Sending mixed messages are the messy part of parenting.  We usually teach by example.  In other words, it’s hard to tell a child not to do something when the parent did it.  I’m not saying that you don’t have a valid reason for opposing this surgery, but I think you’re going overboard in explaining why your daughter wants it.  Society does dictate perfection, although unattainable, and all of us are under pressure to try to measure up.  Kudos to those who rise above it, accept their uniqueness, as well, realize that inner-beauty is the ultimate asset.  That said, shift gears and drive her to the surgery.  It sounds like a minor procedure, in that you have said there is just a small imperfection. Stop losing sleep over this.  I suspect with your over-analysis concerning this matter, that you worry about a lot of things.  She is eighteen.  Allow her to learn about life from living it, and not through your battle-weary interpretations.   

My Partner's Child

Dear Miss Emily:

How do you not let your partner’s child, from a different woman, not bug you?

----------------------------Miss Emily’s advice-------------------------

Dear Struggling:

It’s difficult, but not impossible.  Difficult, because it seems to be a big problem in our society.  Numerous divorces – the changing of partners – creating blended families. And lots of new families screwing things up, because no one is getting along, and everyone blames the other party or parties.  Sounds like a good reason to join a convent, doesn’t it?  But the children suffer the most.  They do not choose their parents, and are often forced into situations they cannot control. Now, why it’s not impossible, however, to make it work.  Realize that your attitude has to change.  Start viewing the child as an individual.  See what you can offer this person that no one else can give.  If you are smart, you will create a bond with this child, so that the time you spend together is not done with gritted teeth or, worse, overt rejection.  A child is like a pet, it senses when you don’t like it.  I know that taking the high road is not always easy.  It’s often something we wish we had done after the dust settles, and it’s too late to repair the damage.  If you are a caring person, you will demand of yourself an attitude adjustment concerning this child.  Do it before things gets out of hand.                 

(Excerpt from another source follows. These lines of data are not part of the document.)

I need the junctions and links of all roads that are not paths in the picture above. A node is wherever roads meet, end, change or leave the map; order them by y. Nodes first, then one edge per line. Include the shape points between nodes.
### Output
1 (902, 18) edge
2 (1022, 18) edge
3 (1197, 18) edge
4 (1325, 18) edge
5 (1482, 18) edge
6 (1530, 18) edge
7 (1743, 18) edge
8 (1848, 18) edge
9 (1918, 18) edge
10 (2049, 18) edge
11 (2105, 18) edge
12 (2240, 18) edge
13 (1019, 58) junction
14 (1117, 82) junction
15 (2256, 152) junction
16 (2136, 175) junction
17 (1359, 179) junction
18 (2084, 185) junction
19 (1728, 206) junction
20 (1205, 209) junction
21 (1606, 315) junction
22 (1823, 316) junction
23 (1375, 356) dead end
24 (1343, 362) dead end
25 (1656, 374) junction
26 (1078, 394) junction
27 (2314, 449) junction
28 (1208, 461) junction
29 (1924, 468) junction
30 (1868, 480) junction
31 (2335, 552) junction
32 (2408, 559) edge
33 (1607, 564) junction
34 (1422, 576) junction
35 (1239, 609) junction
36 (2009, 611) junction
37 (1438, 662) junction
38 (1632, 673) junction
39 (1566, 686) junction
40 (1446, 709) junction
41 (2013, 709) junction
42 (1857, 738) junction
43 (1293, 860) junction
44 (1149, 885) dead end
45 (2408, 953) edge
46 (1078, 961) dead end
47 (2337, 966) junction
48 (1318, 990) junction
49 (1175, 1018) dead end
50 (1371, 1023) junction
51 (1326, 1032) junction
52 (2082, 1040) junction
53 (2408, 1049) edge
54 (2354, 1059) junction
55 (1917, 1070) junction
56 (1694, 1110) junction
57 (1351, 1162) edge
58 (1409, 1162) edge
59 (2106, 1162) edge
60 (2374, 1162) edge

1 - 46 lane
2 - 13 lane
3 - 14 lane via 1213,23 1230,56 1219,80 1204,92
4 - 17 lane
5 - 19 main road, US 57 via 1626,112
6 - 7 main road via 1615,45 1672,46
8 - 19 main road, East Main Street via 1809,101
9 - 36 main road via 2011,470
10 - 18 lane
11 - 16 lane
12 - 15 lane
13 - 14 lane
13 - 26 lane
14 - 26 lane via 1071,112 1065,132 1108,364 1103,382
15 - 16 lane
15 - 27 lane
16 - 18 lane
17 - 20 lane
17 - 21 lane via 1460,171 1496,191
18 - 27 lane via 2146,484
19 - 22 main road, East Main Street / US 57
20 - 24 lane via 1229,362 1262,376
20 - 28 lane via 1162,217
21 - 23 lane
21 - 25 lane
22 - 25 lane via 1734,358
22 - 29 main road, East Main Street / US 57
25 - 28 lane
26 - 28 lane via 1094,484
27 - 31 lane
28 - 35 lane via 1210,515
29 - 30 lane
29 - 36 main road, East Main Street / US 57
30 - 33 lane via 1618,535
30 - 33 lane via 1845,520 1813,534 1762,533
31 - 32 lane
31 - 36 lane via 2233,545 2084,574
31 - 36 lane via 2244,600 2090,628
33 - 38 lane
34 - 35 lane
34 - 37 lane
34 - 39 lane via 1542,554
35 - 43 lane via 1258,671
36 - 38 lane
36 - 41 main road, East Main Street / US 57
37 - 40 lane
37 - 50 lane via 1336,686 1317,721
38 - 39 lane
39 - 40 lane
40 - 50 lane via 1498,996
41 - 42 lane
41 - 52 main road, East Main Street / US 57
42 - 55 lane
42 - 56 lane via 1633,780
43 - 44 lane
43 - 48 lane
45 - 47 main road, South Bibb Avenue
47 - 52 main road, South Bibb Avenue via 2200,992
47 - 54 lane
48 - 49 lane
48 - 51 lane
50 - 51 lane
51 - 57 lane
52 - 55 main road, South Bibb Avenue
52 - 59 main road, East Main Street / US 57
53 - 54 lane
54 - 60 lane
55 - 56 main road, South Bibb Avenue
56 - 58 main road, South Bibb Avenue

Disrespectful Teen Daughter

Dear Miss Emily:

What can I do with my disrespectful teenage daughter?
Parent Trapped

---------------------------Miss Emily’s advice-------------------------

Dear Parent:

It depends on the degree of disrespect.  If it’s not brutal, but never-the-less challenging, patience, understanding, and heart-to-heart talks can work wonders.  Know that many factors come into play:  Hormones are at a fever-pitch and toy mercilessly with a teenager’s moods.  A teenager faces this with a growing intellect that tells them, somehow, they know more than the parents.  Don’t fly off the handle and put yourself on the same level as your daughter.  Give her some space to figure out some of her problems; offering guidance, but do not be judgmental.  Set boundaries, but don’t make them come from your insecurities; that is to say, be rational and fair.  Never lie to her to get your way. Rebellion is a normal process of growing up, but if it gets out of hand, you must seek professional help.  And finally, make her a part of your life.  Include her in outings that enrich her life and yours.